- **Activity**
The response should be the data again, identical in every line.

- **Data for this task**

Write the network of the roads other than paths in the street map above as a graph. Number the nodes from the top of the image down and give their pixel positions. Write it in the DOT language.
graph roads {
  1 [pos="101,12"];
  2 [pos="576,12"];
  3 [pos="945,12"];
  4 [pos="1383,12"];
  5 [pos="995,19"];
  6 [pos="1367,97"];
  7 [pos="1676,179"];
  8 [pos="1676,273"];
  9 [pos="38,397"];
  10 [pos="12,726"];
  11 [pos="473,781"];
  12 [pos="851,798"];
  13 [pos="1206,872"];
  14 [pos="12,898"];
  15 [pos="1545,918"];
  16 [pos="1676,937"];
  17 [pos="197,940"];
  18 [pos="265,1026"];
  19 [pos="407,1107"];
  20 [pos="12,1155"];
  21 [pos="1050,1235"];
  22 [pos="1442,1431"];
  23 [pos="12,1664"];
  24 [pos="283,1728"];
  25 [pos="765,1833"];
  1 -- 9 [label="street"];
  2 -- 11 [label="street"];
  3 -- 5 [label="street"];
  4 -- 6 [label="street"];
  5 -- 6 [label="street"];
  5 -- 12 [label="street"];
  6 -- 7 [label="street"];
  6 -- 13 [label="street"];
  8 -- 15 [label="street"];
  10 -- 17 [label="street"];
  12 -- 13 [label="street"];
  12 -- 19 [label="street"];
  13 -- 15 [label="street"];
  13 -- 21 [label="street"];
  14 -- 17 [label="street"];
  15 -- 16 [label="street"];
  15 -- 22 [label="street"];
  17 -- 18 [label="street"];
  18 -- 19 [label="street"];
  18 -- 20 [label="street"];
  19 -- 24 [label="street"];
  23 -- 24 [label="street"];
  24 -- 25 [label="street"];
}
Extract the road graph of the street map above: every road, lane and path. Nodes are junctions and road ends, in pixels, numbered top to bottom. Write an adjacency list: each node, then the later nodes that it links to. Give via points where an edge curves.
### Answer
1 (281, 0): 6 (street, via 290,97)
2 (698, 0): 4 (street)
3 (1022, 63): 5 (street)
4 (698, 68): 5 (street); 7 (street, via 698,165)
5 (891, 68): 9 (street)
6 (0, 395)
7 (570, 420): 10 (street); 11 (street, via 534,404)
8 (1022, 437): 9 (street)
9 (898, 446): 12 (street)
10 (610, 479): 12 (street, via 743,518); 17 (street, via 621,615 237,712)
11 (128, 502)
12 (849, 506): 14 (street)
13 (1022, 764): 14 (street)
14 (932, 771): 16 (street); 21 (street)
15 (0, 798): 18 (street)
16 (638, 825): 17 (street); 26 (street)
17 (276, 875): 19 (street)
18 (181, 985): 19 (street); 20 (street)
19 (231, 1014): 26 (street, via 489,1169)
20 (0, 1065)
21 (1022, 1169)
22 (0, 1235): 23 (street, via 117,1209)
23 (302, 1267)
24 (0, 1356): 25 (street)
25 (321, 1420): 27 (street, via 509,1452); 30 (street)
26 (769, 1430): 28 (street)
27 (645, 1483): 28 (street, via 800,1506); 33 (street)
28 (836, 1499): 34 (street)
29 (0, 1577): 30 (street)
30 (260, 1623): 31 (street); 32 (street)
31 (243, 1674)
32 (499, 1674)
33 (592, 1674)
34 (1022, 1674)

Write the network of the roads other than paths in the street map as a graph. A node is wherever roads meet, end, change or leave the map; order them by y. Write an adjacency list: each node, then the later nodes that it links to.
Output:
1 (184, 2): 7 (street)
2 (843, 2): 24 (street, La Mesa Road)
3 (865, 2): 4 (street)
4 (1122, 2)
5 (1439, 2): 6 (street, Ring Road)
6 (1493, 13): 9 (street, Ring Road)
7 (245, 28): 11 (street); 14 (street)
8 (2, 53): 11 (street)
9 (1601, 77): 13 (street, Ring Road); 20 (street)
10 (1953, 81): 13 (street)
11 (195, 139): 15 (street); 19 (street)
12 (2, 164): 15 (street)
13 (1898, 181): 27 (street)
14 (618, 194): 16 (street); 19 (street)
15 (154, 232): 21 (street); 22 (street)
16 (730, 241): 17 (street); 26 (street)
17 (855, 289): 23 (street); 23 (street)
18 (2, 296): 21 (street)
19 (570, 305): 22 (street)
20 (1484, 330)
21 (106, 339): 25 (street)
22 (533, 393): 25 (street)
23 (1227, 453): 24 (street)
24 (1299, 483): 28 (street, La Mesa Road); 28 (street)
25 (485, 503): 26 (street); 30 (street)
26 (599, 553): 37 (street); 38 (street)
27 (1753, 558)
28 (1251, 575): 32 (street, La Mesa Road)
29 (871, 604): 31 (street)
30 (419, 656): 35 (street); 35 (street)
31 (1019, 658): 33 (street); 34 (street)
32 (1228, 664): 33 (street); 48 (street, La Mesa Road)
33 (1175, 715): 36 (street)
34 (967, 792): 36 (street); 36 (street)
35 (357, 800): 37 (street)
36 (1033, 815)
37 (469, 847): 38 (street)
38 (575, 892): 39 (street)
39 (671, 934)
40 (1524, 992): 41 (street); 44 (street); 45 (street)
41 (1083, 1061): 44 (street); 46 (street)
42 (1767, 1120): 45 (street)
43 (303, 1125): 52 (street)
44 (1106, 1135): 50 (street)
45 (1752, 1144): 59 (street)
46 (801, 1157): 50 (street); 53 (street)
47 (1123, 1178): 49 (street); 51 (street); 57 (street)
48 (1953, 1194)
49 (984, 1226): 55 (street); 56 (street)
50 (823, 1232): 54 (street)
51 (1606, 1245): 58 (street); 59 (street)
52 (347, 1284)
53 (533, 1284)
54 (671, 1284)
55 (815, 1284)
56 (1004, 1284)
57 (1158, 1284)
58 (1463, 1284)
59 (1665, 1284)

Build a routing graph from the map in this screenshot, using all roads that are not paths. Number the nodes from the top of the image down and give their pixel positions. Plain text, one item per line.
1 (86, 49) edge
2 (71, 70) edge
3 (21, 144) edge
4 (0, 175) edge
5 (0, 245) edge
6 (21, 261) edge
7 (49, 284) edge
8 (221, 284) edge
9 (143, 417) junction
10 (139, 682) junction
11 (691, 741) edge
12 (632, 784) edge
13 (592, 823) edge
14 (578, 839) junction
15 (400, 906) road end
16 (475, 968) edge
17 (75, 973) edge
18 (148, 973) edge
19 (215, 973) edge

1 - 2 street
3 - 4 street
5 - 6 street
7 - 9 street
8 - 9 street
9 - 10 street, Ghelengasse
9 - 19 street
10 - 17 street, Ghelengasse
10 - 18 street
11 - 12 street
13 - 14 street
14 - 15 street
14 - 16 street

- **Your response**
Write the network of the roads other than paths in the street map above as a graph. Number the nodes from the top of the image down and give their pixel positions. Write it in the DOT language.
graph roads {
  1 [pos="101,12"];
  2 [pos="576,12"];
  3 [pos="945,12"];
  4 [pos="1383,12"];
  5 [pos="995,19"];
  6 [pos="1367,97"];
  7 [pos="1676,179"];
  8 [pos="1676,273"];
  9 [pos="38,397"];
  10 [pos="12,726"];
  11 [pos="473,781"];
  12 [pos="851,798"];
  13 [pos="1206,872"];
  14 [pos="12,898"];
  15 [pos="1545,918"];
  16 [pos="1676,937"];
  17 [pos="197,940"];
  18 [pos="265,1026"];
  19 [pos="407,1107"];
  20 [pos="12,1155"];
  21 [pos="1050,1235"];
  22 [pos="1442,1431"];
  23 [pos="12,1664"];
  24 [pos="283,1728"];
  25 [pos="765,1833"];
  1 -- 9 [label="street"];
  2 -- 11 [label="street"];
  3 -- 5 [label="street"];
  4 -- 6 [label="street"];
  5 -- 6 [label="street"];
  5 -- 12 [label="street"];
  6 -- 7 [label="street"];
  6 -- 13 [label="street"];
  8 -- 15 [label="street"];
  10 -- 17 [label="street"];
  12 -- 13 [label="street"];
  12 -- 19 [label="street"];
  13 -- 15 [label="street"];
  13 -- 21 [label="street"];
  14 -- 17 [label="street"];
  15 -- 16 [label="street"];
  15 -- 22 [label="street"];
  17 -- 18 [label="street"];
  18 -- 19 [label="street"];
  18 -- 20 [label="street"];
  19 -- 24 [label="street"];
  23 -- 24 [label="street"];
  24 -- 25 [label="street"];
}
Extract the road graph of the street map above: every road, lane and path. Nodes are junctions and road ends, in pixels, numbered top to bottom. Write an adjacency list: each node, then the later nodes that it links to. Give via points where an edge curves.
### Answer
1 (281, 0): 6 (street, via 290,97)
2 (698, 0): 4 (street)
3 (1022, 63): 5 (street)
4 (698, 68): 5 (street); 7 (street, via 698,165)
5 (891, 68): 9 (street)
6 (0, 395)
7 (570, 420): 10 (street); 11 (street, via 534,404)
8 (1022, 437): 9 (street)
9 (898, 446): 12 (street)
10 (610, 479): 12 (street, via 743,518); 17 (street, via 621,615 237,712)
11 (128, 502)
12 (849, 506): 14 (street)
13 (1022, 764): 14 (street)
14 (932, 771): 16 (street); 21 (street)
15 (0, 798): 18 (street)
16 (638, 825): 17 (street); 26 (street)
17 (276, 875): 19 (street)
18 (181, 985): 19 (street); 20 (street)
19 (231, 1014): 26 (street, via 489,1169)
20 (0, 1065)
21 (1022, 1169)
22 (0, 1235): 23 (street, via 117,1209)
23 (302, 1267)
24 (0, 1356): 25 (street)
25 (321, 1420): 27 (street, via 509,1452); 30 (street)
26 (769, 1430): 28 (street)
27 (645, 1483): 28 (street, via 800,1506); 33 (street)
28 (836, 1499): 34 (street)
29 (0, 1577): 30 (street)
30 (260, 1623): 31 (street); 32 (street)
31 (243, 1674)
32 (499, 1674)
33 (592, 1674)
34 (1022, 1674)

Write the network of the roads other than paths in the street map as a graph. A node is wherever roads meet, end, change or leave the map; order them by y. Write an adjacency list: each node, then the later nodes that it links to.
Output:
1 (184, 2): 7 (street)
2 (843, 2): 24 (street, La Mesa Road)
3 (865, 2): 4 (street)
4 (1122, 2)
5 (1439, 2): 6 (street, Ring Road)
6 (1493, 13): 9 (street, Ring Road)
7 (245, 28): 11 (street); 14 (street)
8 (2, 53): 11 (street)
9 (1601, 77): 13 (street, Ring Road); 20 (street)
10 (1953, 81): 13 (street)
11 (195, 139): 15 (street); 19 (street)
12 (2, 164): 15 (street)
13 (1898, 181): 27 (street)
14 (618, 194): 16 (street); 19 (street)
15 (154, 232): 21 (street); 22 (street)
16 (730, 241): 17 (street); 26 (street)
17 (855, 289): 23 (street); 23 (street)
18 (2, 296): 21 (street)
19 (570, 305): 22 (street)
20 (1484, 330)
21 (106, 339): 25 (street)
22 (533, 393): 25 (street)
23 (1227, 453): 24 (street)
24 (1299, 483): 28 (street, La Mesa Road); 28 (street)
25 (485, 503): 26 (street); 30 (street)
26 (599, 553): 37 (street); 38 (street)
27 (1753, 558)
28 (1251, 575): 32 (street, La Mesa Road)
29 (871, 604): 31 (street)
30 (419, 656): 35 (street); 35 (street)
31 (1019, 658): 33 (street); 34 (street)
32 (1228, 664): 33 (street); 48 (street, La Mesa Road)
33 (1175, 715): 36 (street)
34 (967, 792): 36 (street); 36 (street)
35 (357, 800): 37 (street)
36 (1033, 815)
37 (469, 847): 38 (street)
38 (575, 892): 39 (street)
39 (671, 934)
40 (1524, 992): 41 (street); 44 (street); 45 (street)
41 (1083, 1061): 44 (street); 46 (street)
42 (1767, 1120): 45 (street)
43 (303, 1125): 52 (street)
44 (1106, 1135): 50 (street)
45 (1752, 1144): 59 (street)
46 (801, 1157): 50 (street); 53 (street)
47 (1123, 1178): 49 (street); 51 (street); 57 (street)
48 (1953, 1194)
49 (984, 1226): 55 (street); 56 (street)
50 (823, 1232): 54 (street)
51 (1606, 1245): 58 (street); 59 (street)
52 (347, 1284)
53 (533, 1284)
54 (671, 1284)
55 (815, 1284)
56 (1004, 1284)
57 (1158, 1284)
58 (1463, 1284)
59 (1665, 1284)

Build a routing graph from the map in this screenshot, using all roads that are not paths. Number the nodes from the top of the image down and give their pixel positions. Plain text, one item per line.
1 (86, 49) edge
2 (71, 70) edge
3 (21, 144) edge
4 (0, 175) edge
5 (0, 245) edge
6 (21, 261) edge
7 (49, 284) edge
8 (221, 284) edge
9 (143, 417) junction
10 (139, 682) junction
11 (691, 741) edge
12 (632, 784) edge
13 (592, 823) edge
14 (578, 839) junction
15 (400, 906) road end
16 (475, 968) edge
17 (75, 973) edge
18 (148, 973) edge
19 (215, 973) edge

1 - 2 street
3 - 4 street
5 - 6 street
7 - 9 street
8 - 9 street
9 - 10 street, Ghelengasse
9 - 19 street
10 - 17 street, Ghelengasse
10 - 18 street
11 - 12 street
13 - 14 street
14 - 15 street
14 - 16 street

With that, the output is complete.